> [What needs to be done]
Below this line are records; write out exactly the lines from the one containing "pinky mcp: (265, 215)" through the one containing "ring dip: (186, 124)", with the pictures left out.

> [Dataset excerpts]
◆ ◆ ◆ ◆

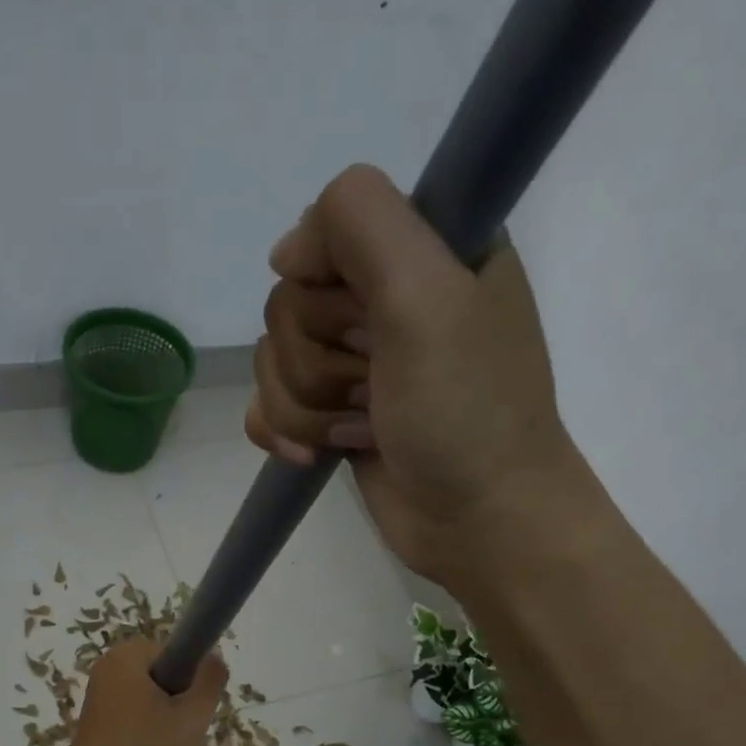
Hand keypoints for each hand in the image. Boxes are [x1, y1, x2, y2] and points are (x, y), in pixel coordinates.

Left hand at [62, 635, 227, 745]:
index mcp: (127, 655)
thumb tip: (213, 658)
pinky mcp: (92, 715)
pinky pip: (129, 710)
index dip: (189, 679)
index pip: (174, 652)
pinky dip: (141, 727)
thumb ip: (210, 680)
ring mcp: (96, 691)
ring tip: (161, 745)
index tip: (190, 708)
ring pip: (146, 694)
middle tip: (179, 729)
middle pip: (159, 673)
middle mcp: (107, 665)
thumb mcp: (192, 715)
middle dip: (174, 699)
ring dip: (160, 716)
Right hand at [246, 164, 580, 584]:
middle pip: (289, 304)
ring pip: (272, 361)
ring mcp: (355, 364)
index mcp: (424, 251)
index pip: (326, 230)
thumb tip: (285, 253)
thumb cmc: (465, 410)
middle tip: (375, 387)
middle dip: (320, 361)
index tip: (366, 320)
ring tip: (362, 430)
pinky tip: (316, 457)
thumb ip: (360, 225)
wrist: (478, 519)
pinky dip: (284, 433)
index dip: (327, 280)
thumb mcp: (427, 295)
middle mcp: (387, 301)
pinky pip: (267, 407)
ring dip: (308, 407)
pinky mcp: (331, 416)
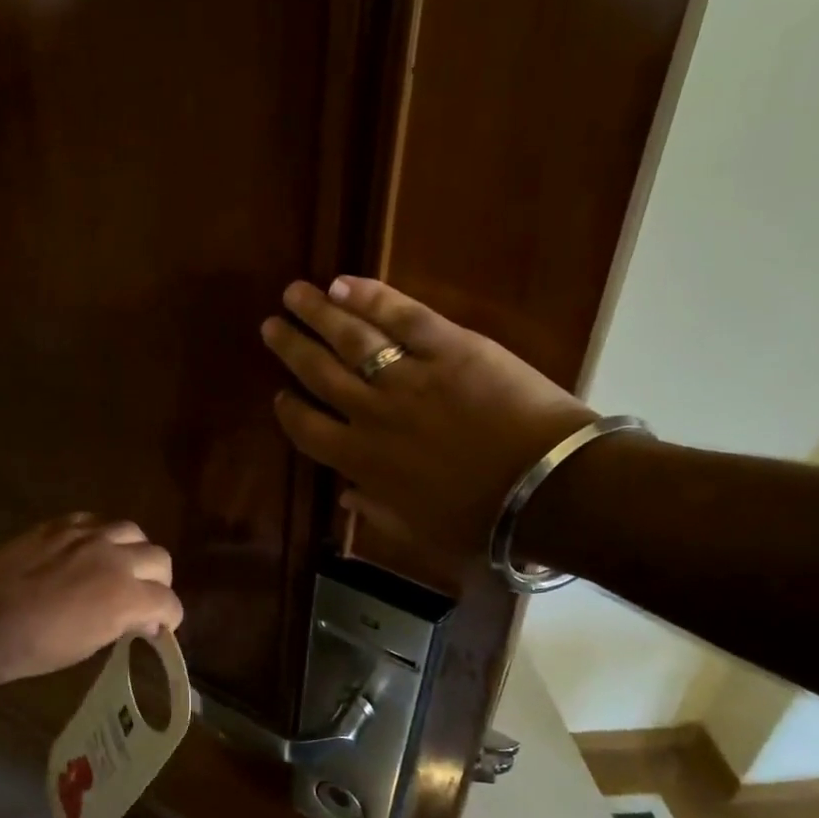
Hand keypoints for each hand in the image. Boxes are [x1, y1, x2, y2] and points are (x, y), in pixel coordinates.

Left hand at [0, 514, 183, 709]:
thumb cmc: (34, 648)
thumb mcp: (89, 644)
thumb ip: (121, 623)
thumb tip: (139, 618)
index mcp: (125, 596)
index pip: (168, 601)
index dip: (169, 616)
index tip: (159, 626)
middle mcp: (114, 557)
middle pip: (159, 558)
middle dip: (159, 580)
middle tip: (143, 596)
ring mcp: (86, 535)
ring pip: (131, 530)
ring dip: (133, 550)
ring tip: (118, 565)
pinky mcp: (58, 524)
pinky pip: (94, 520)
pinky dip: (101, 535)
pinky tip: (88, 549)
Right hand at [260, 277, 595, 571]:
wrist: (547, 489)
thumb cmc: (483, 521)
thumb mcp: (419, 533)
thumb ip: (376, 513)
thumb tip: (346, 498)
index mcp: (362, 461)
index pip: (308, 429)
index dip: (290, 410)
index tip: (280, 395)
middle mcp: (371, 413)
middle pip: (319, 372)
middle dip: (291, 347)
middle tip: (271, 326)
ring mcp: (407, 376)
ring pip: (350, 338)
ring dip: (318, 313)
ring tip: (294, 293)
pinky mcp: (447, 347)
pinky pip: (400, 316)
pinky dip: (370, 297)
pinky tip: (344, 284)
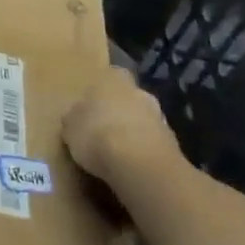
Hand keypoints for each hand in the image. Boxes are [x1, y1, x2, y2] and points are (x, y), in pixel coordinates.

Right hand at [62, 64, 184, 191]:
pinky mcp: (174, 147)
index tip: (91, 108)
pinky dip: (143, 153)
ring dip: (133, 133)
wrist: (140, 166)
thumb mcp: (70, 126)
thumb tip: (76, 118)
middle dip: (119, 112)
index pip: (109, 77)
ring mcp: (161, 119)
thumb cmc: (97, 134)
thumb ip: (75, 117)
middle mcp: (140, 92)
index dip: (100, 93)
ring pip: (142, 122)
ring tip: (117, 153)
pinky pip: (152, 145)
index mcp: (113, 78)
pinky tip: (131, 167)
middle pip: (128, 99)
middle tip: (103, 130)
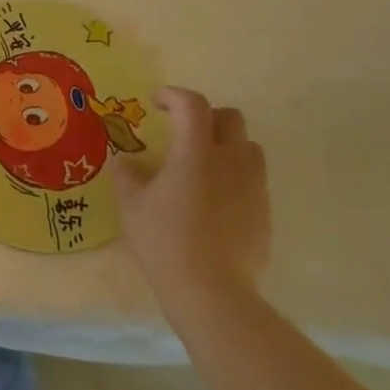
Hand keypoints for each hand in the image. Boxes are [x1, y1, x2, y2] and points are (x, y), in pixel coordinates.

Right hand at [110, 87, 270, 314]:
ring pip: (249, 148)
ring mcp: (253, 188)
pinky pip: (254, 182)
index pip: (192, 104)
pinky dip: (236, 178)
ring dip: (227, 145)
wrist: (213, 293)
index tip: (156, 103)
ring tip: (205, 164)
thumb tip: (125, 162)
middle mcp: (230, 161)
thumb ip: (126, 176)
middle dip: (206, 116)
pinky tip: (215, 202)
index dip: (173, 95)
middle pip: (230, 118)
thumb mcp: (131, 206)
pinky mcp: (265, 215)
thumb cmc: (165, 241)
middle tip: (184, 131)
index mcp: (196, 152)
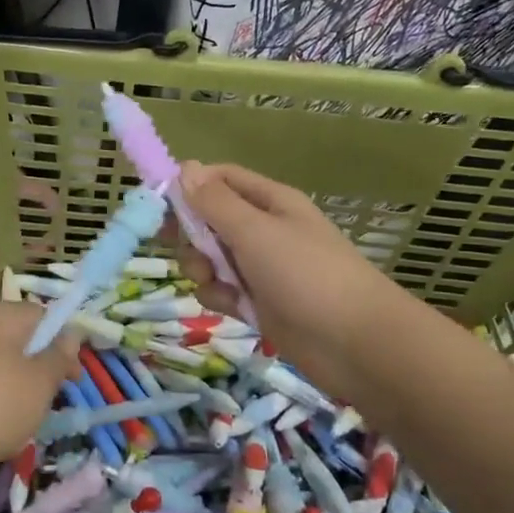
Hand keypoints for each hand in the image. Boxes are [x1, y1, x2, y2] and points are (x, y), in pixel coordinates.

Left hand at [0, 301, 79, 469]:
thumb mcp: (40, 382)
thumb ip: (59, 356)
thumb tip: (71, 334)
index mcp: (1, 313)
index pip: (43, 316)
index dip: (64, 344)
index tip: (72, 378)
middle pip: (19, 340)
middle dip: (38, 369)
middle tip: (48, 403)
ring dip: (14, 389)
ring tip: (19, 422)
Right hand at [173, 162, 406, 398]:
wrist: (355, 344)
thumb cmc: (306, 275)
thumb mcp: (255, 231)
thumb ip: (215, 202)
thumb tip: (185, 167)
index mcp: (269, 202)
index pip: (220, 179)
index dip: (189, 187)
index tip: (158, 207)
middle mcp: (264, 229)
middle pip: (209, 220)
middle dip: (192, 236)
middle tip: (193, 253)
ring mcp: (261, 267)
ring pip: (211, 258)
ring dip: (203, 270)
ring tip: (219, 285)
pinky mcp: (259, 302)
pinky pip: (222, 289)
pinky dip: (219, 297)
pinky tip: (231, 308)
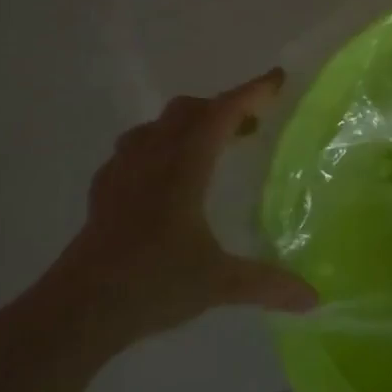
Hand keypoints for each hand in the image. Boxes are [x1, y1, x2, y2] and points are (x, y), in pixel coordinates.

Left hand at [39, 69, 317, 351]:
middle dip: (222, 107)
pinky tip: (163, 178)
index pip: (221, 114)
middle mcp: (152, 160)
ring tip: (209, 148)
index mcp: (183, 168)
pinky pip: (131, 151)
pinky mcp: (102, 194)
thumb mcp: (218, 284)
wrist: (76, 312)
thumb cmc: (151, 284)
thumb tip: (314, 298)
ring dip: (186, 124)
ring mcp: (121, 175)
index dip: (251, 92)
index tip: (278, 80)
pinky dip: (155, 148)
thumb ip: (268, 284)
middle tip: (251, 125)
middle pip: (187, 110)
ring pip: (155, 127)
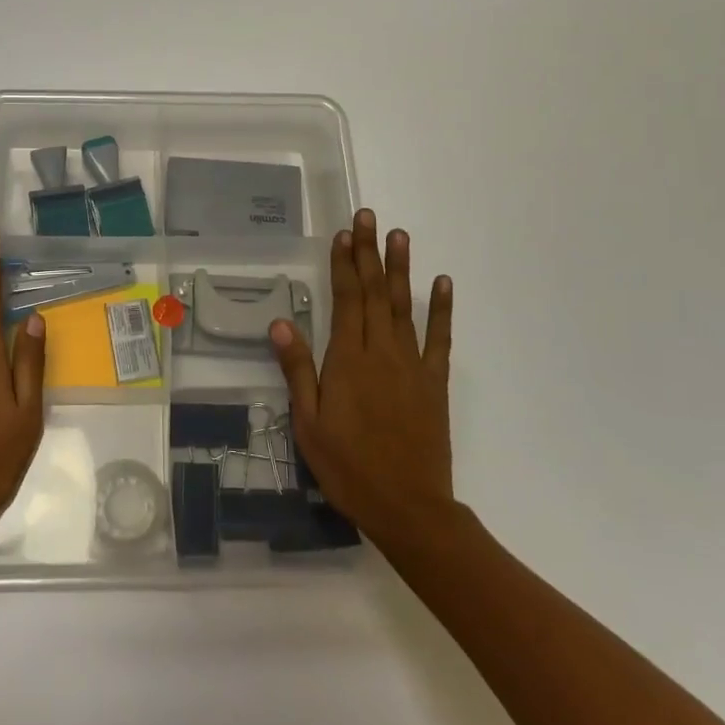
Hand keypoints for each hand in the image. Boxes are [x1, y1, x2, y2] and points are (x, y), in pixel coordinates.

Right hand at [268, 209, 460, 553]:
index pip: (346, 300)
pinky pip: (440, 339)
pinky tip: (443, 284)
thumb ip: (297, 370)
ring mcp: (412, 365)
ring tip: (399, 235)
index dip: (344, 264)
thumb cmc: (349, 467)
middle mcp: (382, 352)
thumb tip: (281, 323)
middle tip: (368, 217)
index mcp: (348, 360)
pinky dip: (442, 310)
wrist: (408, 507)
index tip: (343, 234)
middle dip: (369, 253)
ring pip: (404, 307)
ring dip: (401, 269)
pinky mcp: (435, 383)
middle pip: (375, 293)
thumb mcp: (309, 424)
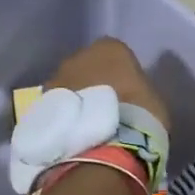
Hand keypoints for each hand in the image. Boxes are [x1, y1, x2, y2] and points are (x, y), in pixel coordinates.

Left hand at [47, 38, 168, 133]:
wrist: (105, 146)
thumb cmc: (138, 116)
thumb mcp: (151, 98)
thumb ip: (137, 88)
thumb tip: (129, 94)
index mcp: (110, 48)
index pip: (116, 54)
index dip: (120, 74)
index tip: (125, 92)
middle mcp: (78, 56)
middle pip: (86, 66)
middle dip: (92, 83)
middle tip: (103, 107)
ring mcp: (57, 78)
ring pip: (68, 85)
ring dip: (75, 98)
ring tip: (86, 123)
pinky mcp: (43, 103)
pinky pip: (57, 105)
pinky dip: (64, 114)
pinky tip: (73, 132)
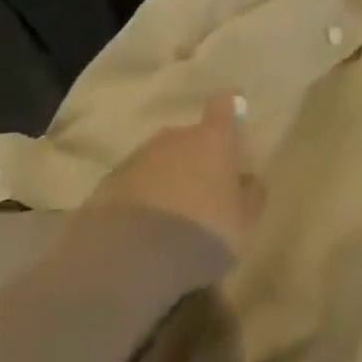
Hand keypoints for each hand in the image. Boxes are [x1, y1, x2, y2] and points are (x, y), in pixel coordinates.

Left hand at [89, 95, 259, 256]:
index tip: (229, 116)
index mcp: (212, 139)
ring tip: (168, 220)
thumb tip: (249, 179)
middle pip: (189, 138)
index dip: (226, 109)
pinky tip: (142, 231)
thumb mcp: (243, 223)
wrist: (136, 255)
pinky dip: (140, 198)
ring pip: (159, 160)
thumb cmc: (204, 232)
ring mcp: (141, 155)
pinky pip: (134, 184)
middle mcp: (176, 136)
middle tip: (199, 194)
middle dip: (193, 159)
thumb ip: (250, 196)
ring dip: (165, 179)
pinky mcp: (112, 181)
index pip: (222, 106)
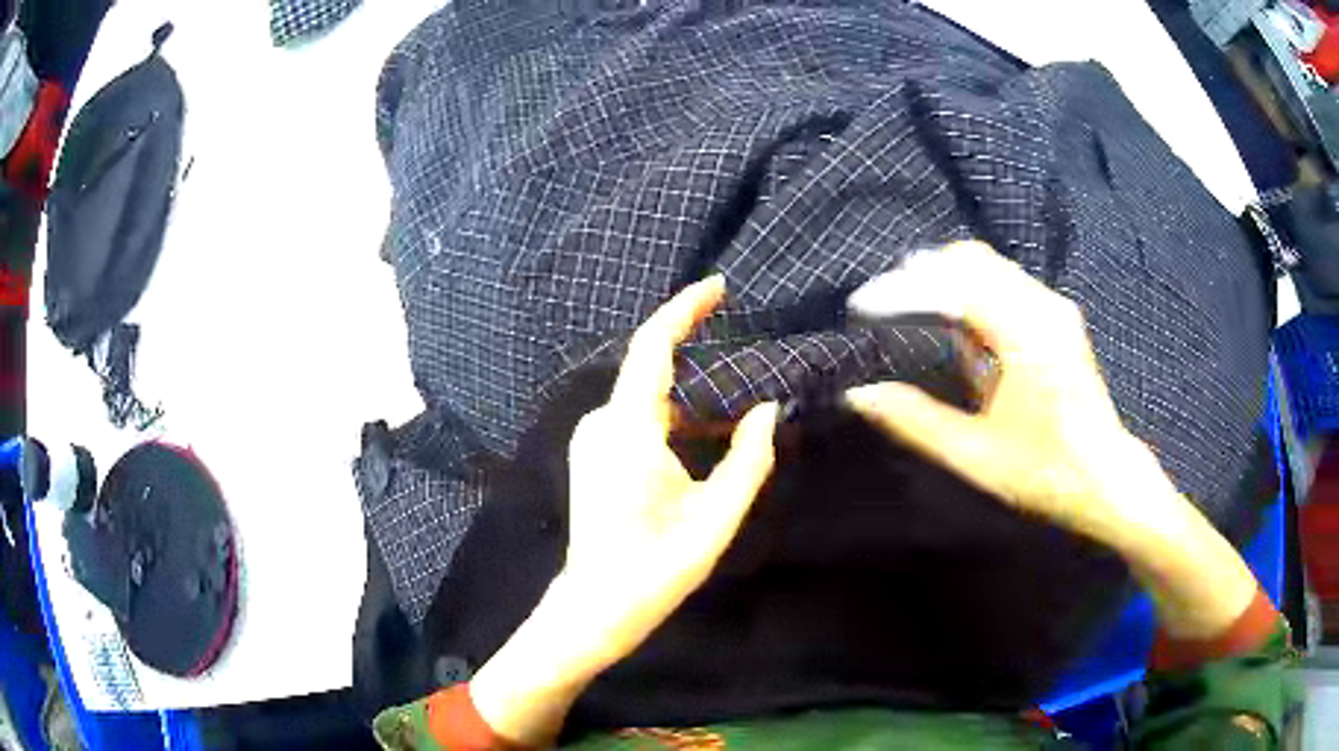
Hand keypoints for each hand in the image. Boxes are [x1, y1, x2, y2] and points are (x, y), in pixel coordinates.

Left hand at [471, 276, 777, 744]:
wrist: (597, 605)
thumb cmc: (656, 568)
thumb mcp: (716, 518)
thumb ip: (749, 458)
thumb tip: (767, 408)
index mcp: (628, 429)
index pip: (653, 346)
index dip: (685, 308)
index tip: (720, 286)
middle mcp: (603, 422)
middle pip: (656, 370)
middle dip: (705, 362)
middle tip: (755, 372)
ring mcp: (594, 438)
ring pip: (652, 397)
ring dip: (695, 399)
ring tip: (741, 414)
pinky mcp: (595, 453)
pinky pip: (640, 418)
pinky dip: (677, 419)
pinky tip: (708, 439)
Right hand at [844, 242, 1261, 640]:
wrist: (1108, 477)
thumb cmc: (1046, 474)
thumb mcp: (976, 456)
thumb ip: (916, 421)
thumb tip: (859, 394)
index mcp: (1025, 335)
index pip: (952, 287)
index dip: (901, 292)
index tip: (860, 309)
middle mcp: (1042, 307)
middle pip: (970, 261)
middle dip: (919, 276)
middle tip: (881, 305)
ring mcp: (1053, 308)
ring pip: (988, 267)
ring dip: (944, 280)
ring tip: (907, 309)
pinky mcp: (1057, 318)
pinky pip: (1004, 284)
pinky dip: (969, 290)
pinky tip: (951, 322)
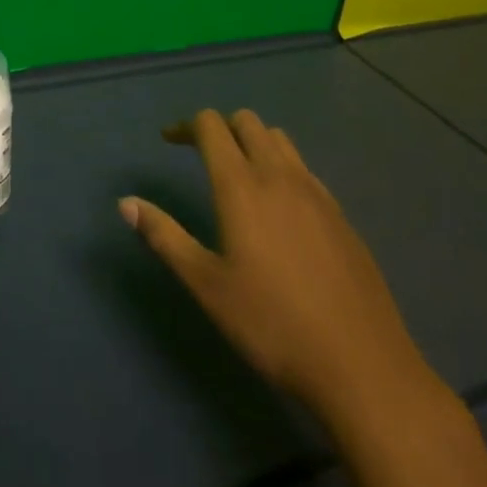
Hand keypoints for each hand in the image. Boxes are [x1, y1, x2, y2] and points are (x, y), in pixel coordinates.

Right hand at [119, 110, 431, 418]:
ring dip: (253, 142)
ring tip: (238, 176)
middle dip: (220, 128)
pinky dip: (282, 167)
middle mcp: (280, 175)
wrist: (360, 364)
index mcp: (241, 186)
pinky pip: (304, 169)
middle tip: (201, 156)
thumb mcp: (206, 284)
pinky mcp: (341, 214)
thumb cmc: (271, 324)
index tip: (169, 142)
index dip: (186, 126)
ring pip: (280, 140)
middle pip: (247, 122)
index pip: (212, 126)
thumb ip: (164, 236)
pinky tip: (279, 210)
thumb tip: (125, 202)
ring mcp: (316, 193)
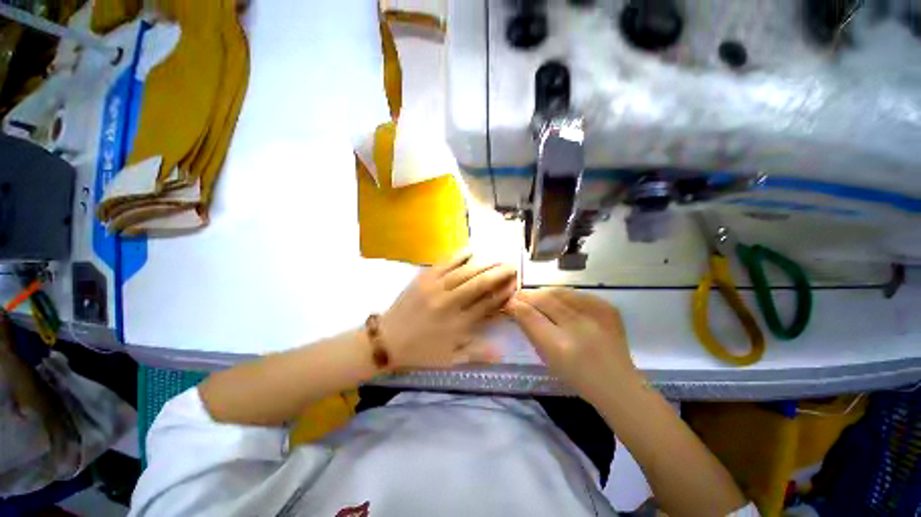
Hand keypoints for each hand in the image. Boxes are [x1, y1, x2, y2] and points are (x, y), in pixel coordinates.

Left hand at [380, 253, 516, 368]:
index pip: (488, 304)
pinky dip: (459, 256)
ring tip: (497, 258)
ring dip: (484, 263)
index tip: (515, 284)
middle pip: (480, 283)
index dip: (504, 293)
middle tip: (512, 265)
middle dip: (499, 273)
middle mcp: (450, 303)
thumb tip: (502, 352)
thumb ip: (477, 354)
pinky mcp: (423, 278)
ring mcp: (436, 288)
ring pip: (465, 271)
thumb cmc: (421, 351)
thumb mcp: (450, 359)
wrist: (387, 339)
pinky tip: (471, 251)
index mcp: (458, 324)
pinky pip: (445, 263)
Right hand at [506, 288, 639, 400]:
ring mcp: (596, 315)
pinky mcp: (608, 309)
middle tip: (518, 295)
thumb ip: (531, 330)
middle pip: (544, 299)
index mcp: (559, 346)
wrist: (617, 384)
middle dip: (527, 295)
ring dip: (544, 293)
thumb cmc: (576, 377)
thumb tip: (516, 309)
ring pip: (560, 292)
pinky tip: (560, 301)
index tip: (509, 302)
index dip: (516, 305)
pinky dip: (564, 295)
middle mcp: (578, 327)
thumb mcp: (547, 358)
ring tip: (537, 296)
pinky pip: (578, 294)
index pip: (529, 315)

◆ ◆ ◆ ◆

> [Exercise solution]
pinky mcp: (265, 215)
thumb cmc: (165, 241)
middle tip: (184, 131)
index mcp: (196, 152)
Hand keypoints for each hand in the image. Boxes are [x1, y1, x2, y2] and points are (x, y), in pixel coordinates.

Left hand at [0, 301, 79, 469]:
thumb mcp: (40, 382)
thumb ip: (59, 356)
thumb tip: (71, 334)
index mcp: (1, 313)
index pip: (43, 316)
index dip: (64, 344)
index tip: (72, 378)
middle pip: (19, 340)
middle dip: (38, 369)
middle tip: (48, 403)
ring dip: (14, 389)
ring tip: (19, 422)
Right hand at [173, 162, 406, 398]:
wrist: (355, 344)
thumb cmc: (306, 275)
thumb mcp: (255, 231)
thumb ip: (215, 202)
thumb tip: (185, 167)
index mcp: (269, 202)
index pip: (220, 179)
index dip: (189, 187)
index tip: (158, 207)
middle mcp: (264, 229)
middle pip: (209, 220)
middle dip: (192, 236)
middle tip: (193, 253)
ring mcp: (261, 267)
ring pip: (211, 258)
ring dip: (203, 270)
ring tip: (219, 285)
pinky mcp: (259, 302)
pinky pip: (222, 289)
pinky dip: (219, 297)
pinky tip: (231, 308)
Hand keypoints for each hand in the image. Boxes are [x1, y1, x2, y2] and points are (x, y), in pixel coordinates.

Left hand at [39, 69, 317, 351]:
middle dip: (222, 107)
pinky tip: (163, 178)
index pip: (221, 114)
middle mcp: (152, 160)
ring tip: (209, 148)
index mcp: (183, 168)
pinky pip: (131, 151)
pinky mcp: (102, 194)
thumb mcp: (218, 284)
wrist: (76, 312)
thumb cmc: (151, 284)
thumb tip: (314, 298)
ring dip: (186, 124)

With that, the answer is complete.